Pero si nada tuviera remedio en este despropósito inexplicable, siempre nos quedaría el óleo de Felipe Trigo, como hilo conductor de un mensaje retrospectivo que bien podría valer para un tiempo de futuro con su nueva foto fija. ¿Qué mensaje sería ese que nos sugiere el singular escritor en su cuadro? Muy sencillo, devolvamos la plaza a su ser, a su función original. Para que la utilicemos todos, sin cotos ni cortapisas. ¿Qué sentido tiene poner en ella negocios que resten espacio a los ciudadanos cuando en los edificios de las fachadas circundantes hay espacio de sobra para ello? Y además, siendo peatonales los viales más grandes que la arropan – los de La China y Ayuntamiento – no hay ningún problema para llenarlos de veladores para turistas y “público en general”. E incluso podrían ponerse, en ocasiones concretas, en los bordes de la propia plaza.

Así es que, ¿por qué dudar de la vocación pública que tiene esta plaza de España de Mérida? Máxime cuando su pretensión debe ser la de ganarse a pulso, con respeto a otras ciudades y en tono institucional, por supuesto, su papel de plaza Mayor de Extremadura.

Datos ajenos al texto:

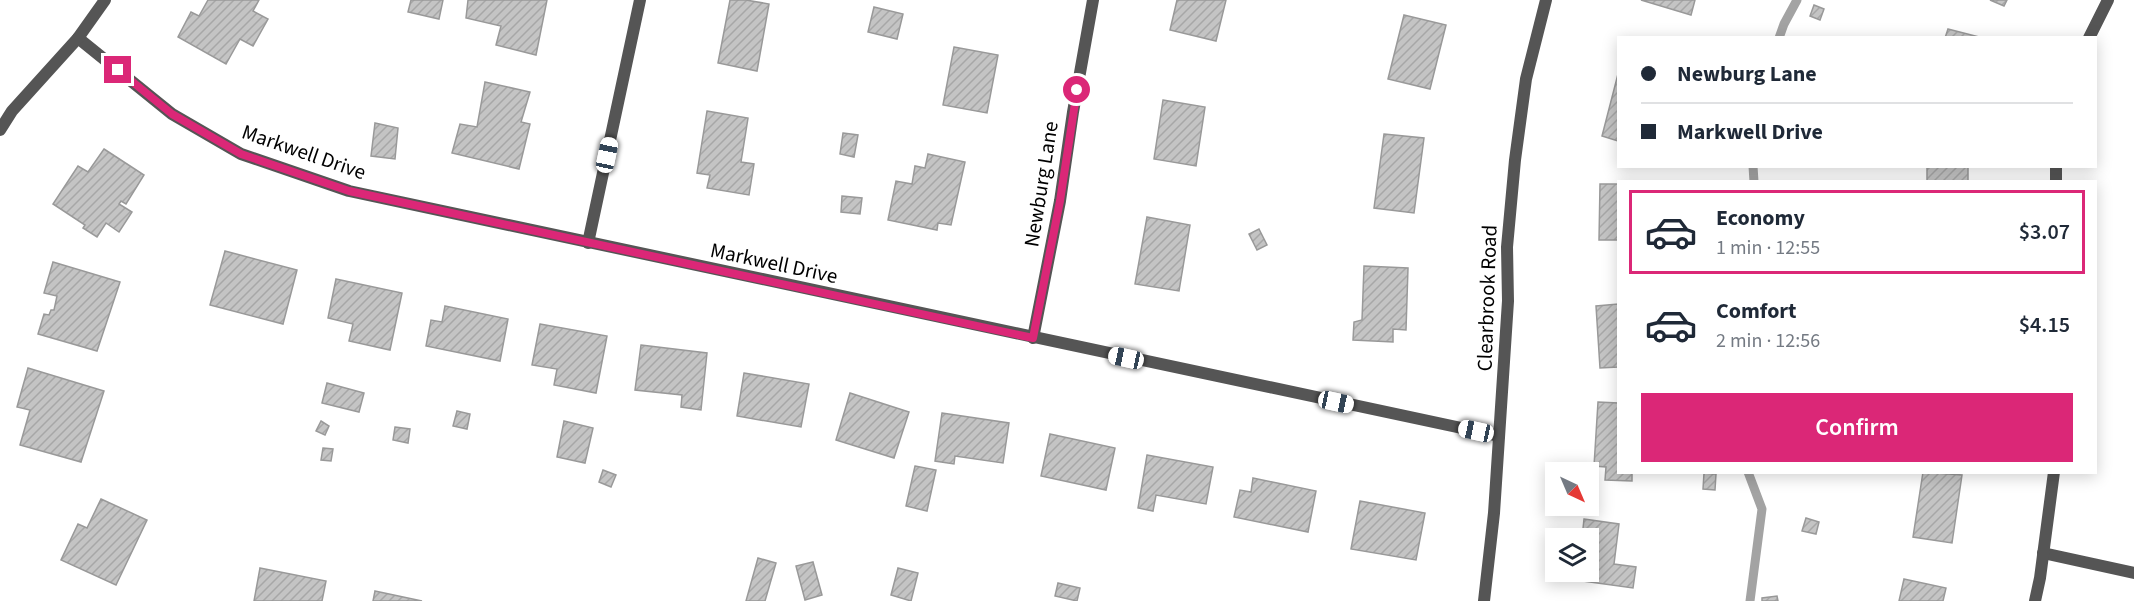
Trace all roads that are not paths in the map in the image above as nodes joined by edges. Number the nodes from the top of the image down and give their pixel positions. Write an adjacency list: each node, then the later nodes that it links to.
1 (105, 0): 7 (street)
2 (640, 0): 9 (street)
3 (1093, 0): 10 (street, Newburg Lane)
4 (1546, 0): 11 (street, Clearbrook Road)
5 (2108, 0): 6 (street)
6 (2090, 36)
7 (78, 38): 8 (street); 9 (street, Markwell Drive)
8 (0, 130)
9 (588, 243): 10 (street, Markwell Drive)
10 (1033, 338): 11 (street, Markwell Drive)
11 (1499, 436): 15 (street, Clearbrook Road)
12 (2054, 474): 13 (street)
13 (2043, 553): 14 (street); 16 (street)
14 (2134, 573)
15 (1484, 601)
16 (2035, 601)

Ese es el reto y por él hay que liberarla de servidumbres monetaristas. Cualquier otra intención debe ser explicada, con rigor, a los ciudadanos. Muchos creemos en el valor de recuperar espacios para el común, como antes lo fueron. Ahora, dada la condición capitalina de Mérida, con más razón aún. Ese es el singular mensaje que nos legó Felipe Trigo, el genial villanovense, en ese cuadro, tan emocionante, tan nostálgico, tan rotundo. Creo sinceramente que es uno de los mejores regalos que le pudo hacer a esta ciudad quien no habiendo nacido en ella la amó profundamente. Es llegada la hora de entender su mensaje y devolver la libertad plena a la plaza que él pintó, el año de gracia de mil novecientos.